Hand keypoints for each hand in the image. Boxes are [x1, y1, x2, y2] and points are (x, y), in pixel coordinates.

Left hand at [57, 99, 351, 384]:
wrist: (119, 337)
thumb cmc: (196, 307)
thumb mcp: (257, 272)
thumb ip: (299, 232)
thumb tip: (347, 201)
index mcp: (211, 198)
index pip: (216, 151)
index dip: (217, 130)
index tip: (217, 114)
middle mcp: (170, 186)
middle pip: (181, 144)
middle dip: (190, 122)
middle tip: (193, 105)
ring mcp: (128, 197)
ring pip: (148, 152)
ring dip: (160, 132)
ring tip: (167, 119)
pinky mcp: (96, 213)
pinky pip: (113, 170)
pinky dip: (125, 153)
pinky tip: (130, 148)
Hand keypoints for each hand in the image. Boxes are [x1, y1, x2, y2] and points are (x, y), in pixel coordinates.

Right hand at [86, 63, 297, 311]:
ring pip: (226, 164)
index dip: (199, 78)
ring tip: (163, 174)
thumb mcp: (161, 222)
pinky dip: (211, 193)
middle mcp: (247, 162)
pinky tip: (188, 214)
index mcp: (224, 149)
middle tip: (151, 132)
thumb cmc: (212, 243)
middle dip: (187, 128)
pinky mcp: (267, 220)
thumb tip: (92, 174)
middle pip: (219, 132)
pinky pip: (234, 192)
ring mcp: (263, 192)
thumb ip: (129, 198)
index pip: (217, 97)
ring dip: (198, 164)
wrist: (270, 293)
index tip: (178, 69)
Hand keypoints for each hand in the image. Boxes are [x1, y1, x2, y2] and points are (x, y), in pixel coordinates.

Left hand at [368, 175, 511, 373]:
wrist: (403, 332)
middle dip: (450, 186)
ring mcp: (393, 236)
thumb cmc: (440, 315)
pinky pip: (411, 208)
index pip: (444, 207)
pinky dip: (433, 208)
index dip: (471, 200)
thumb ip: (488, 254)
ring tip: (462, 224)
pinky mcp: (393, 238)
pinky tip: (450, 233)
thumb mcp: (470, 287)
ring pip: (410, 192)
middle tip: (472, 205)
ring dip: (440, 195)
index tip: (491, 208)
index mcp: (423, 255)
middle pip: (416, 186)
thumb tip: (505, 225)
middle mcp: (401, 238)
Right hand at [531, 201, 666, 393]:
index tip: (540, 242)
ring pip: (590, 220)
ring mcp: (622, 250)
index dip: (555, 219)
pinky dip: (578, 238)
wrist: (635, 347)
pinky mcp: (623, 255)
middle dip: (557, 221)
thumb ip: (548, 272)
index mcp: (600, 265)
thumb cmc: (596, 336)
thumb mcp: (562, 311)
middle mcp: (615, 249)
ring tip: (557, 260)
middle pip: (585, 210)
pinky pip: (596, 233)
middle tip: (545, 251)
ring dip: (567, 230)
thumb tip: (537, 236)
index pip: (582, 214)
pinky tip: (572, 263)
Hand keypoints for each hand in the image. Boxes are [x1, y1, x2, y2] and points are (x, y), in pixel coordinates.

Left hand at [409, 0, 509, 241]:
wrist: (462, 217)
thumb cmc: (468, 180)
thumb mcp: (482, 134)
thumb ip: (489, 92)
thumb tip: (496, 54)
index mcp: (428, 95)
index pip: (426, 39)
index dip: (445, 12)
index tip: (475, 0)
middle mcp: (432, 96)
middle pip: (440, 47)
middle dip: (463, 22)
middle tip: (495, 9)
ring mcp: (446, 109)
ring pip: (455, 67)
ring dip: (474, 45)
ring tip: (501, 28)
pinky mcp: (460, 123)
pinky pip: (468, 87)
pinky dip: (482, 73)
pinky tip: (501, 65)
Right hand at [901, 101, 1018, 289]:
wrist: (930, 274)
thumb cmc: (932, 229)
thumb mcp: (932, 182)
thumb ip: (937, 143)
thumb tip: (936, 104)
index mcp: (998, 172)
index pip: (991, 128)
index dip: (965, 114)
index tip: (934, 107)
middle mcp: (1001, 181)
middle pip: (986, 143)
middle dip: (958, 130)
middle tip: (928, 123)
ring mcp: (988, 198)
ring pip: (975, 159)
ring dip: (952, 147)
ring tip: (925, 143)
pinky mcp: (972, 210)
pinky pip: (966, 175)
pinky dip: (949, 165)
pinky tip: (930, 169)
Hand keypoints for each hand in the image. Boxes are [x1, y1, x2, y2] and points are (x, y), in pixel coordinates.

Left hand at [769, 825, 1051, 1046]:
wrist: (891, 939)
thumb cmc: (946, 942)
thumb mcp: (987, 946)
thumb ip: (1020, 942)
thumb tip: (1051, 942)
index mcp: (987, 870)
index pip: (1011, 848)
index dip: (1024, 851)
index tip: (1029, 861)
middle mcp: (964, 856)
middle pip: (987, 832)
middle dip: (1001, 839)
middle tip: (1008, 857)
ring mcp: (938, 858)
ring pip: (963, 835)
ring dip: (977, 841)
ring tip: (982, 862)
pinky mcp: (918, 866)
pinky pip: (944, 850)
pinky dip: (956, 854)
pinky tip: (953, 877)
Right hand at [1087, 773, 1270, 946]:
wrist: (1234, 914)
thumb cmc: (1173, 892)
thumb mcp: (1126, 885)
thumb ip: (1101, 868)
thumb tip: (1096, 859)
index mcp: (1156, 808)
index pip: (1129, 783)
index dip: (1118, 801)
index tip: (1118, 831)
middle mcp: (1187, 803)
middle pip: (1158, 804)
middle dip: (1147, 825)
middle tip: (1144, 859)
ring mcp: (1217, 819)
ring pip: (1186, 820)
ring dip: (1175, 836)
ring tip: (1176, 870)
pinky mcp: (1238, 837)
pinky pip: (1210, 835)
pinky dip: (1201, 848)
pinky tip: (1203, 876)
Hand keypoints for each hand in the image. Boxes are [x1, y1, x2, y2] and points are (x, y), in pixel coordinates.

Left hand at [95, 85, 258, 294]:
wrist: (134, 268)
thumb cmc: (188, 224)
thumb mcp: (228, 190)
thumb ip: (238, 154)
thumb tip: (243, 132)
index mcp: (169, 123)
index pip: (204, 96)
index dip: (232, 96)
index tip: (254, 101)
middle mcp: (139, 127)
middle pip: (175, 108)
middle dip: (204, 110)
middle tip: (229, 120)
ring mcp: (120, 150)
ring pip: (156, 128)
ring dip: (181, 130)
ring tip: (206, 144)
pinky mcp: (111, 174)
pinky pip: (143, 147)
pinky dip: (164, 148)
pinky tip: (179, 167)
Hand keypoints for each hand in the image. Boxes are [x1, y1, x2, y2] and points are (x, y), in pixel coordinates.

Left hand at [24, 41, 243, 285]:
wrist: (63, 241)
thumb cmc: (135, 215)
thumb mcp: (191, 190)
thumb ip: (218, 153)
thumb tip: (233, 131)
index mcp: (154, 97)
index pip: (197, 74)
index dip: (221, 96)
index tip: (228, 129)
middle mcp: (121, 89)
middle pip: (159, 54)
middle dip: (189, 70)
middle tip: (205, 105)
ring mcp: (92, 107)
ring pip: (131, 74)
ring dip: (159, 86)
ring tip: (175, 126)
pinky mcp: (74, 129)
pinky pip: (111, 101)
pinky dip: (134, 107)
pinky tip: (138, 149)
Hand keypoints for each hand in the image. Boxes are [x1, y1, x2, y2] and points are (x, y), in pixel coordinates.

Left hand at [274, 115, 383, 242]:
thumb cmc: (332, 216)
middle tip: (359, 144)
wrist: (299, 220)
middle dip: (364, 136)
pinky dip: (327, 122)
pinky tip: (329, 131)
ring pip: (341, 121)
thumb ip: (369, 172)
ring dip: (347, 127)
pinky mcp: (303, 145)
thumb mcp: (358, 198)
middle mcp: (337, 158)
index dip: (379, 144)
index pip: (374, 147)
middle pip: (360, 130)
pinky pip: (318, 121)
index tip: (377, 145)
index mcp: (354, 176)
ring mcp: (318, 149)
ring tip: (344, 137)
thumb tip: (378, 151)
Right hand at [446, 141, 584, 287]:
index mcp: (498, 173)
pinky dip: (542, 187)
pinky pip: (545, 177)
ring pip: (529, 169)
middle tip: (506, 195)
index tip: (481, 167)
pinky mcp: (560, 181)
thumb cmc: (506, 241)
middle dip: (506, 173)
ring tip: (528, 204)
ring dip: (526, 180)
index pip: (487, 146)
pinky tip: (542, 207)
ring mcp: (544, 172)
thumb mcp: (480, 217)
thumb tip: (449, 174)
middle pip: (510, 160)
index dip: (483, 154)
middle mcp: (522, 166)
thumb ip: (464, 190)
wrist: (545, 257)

++++

What is required :: Above this instruction are the records; retype exactly the lines from the one containing "index dip: (379, 144)" up to and including the one containing "thumb tip: (449, 174)".

Expected answer ::
index dip: (379, 144)
index pip: (374, 147)
middle pip: (360, 130)
pinky pip: (318, 121)
index tip: (377, 145)
index mcp: (354, 176)
ring mcp: (318, 149)
ring tip: (344, 137)
thumb tip: (378, 151)
Right hand at [446, 141, 584, 287]:
index mcp: (498, 173)
pinky dip: (542, 187)
pinky pip: (545, 177)
ring pip: (529, 169)
middle tip: (506, 195)
index tip: (481, 167)
pinky mcp: (560, 181)
thumb cmc: (506, 241)
middle dip: (506, 173)
ring tip: (528, 204)
ring dip: (526, 180)
index pip: (487, 146)
pinky tip: (542, 207)
ring mcp: (544, 172)
thumb mcp: (480, 217)
thumb tip: (449, 174)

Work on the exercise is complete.